#### How to complete this task
Work through the data line by line, gathering every line that has the word "Warrior".

>>

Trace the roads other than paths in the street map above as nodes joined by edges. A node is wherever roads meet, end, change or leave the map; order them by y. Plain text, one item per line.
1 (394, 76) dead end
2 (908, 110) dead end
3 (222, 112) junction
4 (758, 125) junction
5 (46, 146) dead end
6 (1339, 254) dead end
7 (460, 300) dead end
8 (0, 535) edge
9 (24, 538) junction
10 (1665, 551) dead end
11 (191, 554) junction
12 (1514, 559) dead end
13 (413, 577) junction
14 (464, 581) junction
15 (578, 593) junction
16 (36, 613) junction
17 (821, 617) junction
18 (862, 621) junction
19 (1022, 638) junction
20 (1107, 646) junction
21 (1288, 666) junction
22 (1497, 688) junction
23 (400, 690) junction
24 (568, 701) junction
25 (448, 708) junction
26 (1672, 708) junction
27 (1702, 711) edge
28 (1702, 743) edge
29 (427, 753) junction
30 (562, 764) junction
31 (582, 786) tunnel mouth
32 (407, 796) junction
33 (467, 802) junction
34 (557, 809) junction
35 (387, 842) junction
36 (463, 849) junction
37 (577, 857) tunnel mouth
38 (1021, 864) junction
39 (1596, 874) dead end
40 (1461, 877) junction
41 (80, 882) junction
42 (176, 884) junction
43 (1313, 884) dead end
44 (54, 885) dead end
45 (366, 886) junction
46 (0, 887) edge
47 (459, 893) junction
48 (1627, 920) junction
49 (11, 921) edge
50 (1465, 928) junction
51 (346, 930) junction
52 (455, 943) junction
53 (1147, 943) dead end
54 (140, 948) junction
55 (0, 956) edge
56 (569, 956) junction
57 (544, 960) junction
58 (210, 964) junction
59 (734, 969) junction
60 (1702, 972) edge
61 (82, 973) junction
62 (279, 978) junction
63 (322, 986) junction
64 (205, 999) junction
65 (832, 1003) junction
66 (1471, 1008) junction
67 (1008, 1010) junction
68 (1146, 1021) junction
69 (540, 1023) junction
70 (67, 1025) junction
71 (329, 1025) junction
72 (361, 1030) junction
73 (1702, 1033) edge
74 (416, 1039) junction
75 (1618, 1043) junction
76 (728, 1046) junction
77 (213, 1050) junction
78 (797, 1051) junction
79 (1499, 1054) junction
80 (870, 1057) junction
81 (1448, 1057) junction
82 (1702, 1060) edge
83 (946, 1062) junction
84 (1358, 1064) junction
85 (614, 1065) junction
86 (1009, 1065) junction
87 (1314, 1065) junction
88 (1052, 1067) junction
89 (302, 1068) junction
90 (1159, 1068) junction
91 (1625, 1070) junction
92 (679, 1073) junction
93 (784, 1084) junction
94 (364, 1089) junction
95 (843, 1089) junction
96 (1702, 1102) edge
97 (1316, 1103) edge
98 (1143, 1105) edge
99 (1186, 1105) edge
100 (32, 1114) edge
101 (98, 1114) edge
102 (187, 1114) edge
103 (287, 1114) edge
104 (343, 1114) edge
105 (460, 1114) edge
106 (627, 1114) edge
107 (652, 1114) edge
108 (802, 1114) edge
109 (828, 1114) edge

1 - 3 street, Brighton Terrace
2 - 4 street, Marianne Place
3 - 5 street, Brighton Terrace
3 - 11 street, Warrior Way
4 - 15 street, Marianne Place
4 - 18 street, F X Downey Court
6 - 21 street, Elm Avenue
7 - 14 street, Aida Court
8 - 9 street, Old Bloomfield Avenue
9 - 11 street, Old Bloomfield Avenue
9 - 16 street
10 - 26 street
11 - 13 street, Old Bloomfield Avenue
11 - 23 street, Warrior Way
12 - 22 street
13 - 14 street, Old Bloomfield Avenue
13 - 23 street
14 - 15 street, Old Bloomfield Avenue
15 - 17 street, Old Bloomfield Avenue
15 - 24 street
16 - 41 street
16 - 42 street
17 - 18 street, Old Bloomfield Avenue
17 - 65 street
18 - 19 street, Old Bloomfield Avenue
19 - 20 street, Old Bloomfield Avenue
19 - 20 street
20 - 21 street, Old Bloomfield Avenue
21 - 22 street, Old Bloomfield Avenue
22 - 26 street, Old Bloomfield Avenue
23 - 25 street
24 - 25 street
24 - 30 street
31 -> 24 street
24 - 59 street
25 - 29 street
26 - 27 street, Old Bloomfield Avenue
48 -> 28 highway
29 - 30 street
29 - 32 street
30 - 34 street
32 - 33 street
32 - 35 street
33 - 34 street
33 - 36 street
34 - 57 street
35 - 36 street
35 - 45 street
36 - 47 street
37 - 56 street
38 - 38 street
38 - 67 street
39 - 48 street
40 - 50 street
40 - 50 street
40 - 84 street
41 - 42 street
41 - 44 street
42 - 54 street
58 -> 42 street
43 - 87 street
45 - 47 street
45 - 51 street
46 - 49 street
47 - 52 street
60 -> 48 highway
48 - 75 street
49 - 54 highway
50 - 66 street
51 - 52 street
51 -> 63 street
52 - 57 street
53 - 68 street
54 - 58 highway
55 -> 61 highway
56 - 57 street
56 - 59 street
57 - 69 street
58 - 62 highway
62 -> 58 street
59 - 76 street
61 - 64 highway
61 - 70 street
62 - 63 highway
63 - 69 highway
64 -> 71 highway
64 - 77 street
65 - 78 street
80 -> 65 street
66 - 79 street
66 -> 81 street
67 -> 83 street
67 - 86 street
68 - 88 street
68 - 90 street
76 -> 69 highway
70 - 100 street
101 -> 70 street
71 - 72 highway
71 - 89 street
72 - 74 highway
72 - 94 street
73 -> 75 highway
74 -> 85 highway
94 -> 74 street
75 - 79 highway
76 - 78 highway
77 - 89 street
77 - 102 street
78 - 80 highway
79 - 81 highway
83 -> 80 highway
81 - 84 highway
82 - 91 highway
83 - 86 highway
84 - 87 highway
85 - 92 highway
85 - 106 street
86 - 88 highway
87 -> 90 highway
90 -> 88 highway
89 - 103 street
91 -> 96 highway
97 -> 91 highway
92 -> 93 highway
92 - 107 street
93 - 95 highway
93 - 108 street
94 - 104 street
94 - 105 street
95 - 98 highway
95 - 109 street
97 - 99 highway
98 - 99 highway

<<

#### Task answer
3 - 11 street, Warrior Way
11 - 23 street, Warrior Way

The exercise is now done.